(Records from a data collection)

========================================

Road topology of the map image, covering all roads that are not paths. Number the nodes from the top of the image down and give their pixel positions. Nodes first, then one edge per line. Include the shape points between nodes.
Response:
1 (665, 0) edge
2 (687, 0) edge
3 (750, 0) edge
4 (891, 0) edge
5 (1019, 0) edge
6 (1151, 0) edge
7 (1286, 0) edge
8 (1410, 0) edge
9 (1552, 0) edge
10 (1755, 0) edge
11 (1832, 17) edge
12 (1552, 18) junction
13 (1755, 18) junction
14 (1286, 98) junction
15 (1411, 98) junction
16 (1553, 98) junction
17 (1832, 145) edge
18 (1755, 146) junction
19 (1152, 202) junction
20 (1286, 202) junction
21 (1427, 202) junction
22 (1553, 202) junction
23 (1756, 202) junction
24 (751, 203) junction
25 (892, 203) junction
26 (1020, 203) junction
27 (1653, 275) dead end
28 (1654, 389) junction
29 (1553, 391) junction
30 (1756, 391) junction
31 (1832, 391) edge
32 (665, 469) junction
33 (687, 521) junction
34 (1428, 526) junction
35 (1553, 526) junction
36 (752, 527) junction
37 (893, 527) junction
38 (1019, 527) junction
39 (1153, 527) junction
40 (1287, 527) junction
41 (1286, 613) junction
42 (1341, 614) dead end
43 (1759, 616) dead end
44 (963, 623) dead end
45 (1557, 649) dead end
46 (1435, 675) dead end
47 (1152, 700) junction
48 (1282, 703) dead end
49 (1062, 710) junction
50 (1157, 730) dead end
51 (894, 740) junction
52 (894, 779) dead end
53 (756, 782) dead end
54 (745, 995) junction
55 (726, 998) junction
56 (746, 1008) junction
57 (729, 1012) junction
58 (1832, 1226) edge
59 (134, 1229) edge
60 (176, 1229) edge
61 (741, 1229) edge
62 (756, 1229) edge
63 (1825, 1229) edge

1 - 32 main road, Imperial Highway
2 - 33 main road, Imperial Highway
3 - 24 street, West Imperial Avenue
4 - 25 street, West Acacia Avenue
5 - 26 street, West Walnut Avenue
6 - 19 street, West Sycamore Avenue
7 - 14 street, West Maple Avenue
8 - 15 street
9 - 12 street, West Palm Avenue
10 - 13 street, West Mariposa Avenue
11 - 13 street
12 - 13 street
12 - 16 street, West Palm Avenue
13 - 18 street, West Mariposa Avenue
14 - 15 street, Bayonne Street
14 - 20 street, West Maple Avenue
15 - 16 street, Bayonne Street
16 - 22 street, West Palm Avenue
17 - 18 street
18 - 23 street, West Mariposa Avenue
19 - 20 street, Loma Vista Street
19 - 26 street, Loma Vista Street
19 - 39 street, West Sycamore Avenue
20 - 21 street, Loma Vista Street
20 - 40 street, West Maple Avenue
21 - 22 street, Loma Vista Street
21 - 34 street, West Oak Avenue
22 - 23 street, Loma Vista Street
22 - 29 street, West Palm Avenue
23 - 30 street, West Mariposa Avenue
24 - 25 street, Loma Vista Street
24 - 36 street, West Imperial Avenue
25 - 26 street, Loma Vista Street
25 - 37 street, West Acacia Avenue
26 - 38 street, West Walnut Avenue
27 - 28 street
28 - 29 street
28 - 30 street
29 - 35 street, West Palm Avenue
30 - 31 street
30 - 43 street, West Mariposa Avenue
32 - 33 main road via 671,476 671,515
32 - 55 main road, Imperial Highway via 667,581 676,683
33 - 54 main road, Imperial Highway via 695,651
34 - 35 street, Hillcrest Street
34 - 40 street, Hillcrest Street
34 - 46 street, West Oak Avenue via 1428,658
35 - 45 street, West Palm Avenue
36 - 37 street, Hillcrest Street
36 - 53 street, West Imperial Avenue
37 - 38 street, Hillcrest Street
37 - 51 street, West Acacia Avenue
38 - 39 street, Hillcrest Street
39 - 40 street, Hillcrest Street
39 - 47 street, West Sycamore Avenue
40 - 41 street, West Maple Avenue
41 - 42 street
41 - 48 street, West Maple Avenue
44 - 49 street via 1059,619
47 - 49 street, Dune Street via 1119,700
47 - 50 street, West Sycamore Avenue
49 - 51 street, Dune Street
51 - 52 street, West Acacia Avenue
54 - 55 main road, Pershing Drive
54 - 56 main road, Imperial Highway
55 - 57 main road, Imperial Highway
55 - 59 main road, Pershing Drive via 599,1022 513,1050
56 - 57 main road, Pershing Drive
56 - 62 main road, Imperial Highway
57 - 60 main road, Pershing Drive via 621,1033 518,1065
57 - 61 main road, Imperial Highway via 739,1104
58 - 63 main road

========================================

• _Exercise aim_:
Reproduce the full block of data exactly, omitting nothing.

• _Task output_:
Road topology of the map image, covering all roads that are not paths. Number the nodes from the top of the image down and give their pixel positions. Nodes first, then one edge per line. Include the shape points between nodes.
Response:
1 (665, 0) edge
2 (687, 0) edge
3 (750, 0) edge
4 (891, 0) edge
5 (1019, 0) edge
6 (1151, 0) edge
7 (1286, 0) edge
8 (1410, 0) edge
9 (1552, 0) edge
10 (1755, 0) edge
11 (1832, 17) edge
12 (1552, 18) junction
13 (1755, 18) junction
14 (1286, 98) junction
15 (1411, 98) junction
16 (1553, 98) junction
17 (1832, 145) edge
18 (1755, 146) junction
19 (1152, 202) junction
20 (1286, 202) junction
21 (1427, 202) junction
22 (1553, 202) junction
23 (1756, 202) junction
24 (751, 203) junction
25 (892, 203) junction
26 (1020, 203) junction
27 (1653, 275) dead end
28 (1654, 389) junction
29 (1553, 391) junction
30 (1756, 391) junction
31 (1832, 391) edge
32 (665, 469) junction
33 (687, 521) junction
34 (1428, 526) junction
35 (1553, 526) junction
36 (752, 527) junction
37 (893, 527) junction
38 (1019, 527) junction
39 (1153, 527) junction
40 (1287, 527) junction
41 (1286, 613) junction
42 (1341, 614) dead end
43 (1759, 616) dead end
44 (963, 623) dead end
45 (1557, 649) dead end
46 (1435, 675) dead end
47 (1152, 700) junction
48 (1282, 703) dead end
49 (1062, 710) junction
50 (1157, 730) dead end
51 (894, 740) junction
52 (894, 779) dead end
53 (756, 782) dead end
54 (745, 995) junction
55 (726, 998) junction
56 (746, 1008) junction
57 (729, 1012) junction
58 (1832, 1226) edge
59 (134, 1229) edge
60 (176, 1229) edge
61 (741, 1229) edge
62 (756, 1229) edge
63 (1825, 1229) edge

1 - 32 main road, Imperial Highway
2 - 33 main road, Imperial Highway
3 - 24 street, West Imperial Avenue
4 - 25 street, West Acacia Avenue
5 - 26 street, West Walnut Avenue
6 - 19 street, West Sycamore Avenue
7 - 14 street, West Maple Avenue
8 - 15 street
9 - 12 street, West Palm Avenue
10 - 13 street, West Mariposa Avenue
11 - 13 street
12 - 13 street
12 - 16 street, West Palm Avenue
13 - 18 street, West Mariposa Avenue
14 - 15 street, Bayonne Street
14 - 20 street, West Maple Avenue
15 - 16 street, Bayonne Street
16 - 22 street, West Palm Avenue
17 - 18 street
18 - 23 street, West Mariposa Avenue
19 - 20 street, Loma Vista Street
19 - 26 street, Loma Vista Street
19 - 39 street, West Sycamore Avenue
20 - 21 street, Loma Vista Street
20 - 40 street, West Maple Avenue
21 - 22 street, Loma Vista Street
21 - 34 street, West Oak Avenue
22 - 23 street, Loma Vista Street
22 - 29 street, West Palm Avenue
23 - 30 street, West Mariposa Avenue
24 - 25 street, Loma Vista Street
24 - 36 street, West Imperial Avenue
25 - 26 street, Loma Vista Street
25 - 37 street, West Acacia Avenue
26 - 38 street, West Walnut Avenue
27 - 28 street
28 - 29 street
28 - 30 street
29 - 35 street, West Palm Avenue
30 - 31 street
30 - 43 street, West Mariposa Avenue
32 - 33 main road via 671,476 671,515
32 - 55 main road, Imperial Highway via 667,581 676,683
33 - 54 main road, Imperial Highway via 695,651
34 - 35 street, Hillcrest Street
34 - 40 street, Hillcrest Street
34 - 46 street, West Oak Avenue via 1428,658
35 - 45 street, West Palm Avenue
36 - 37 street, Hillcrest Street
36 - 53 street, West Imperial Avenue
37 - 38 street, Hillcrest Street
37 - 51 street, West Acacia Avenue
38 - 39 street, Hillcrest Street
39 - 40 street, Hillcrest Street
39 - 47 street, West Sycamore Avenue
40 - 41 street, West Maple Avenue
41 - 42 street
41 - 48 street, West Maple Avenue
44 - 49 street via 1059,619
47 - 49 street, Dune Street via 1119,700
47 - 50 street, West Sycamore Avenue
49 - 51 street, Dune Street
51 - 52 street, West Acacia Avenue
54 - 55 main road, Pershing Drive
54 - 56 main road, Imperial Highway
55 - 57 main road, Imperial Highway
55 - 59 main road, Pershing Drive via 599,1022 513,1050
56 - 57 main road, Pershing Drive
56 - 62 main road, Imperial Highway
57 - 60 main road, Pershing Drive via 621,1033 518,1065
57 - 61 main road, Imperial Highway via 739,1104
58 - 63 main road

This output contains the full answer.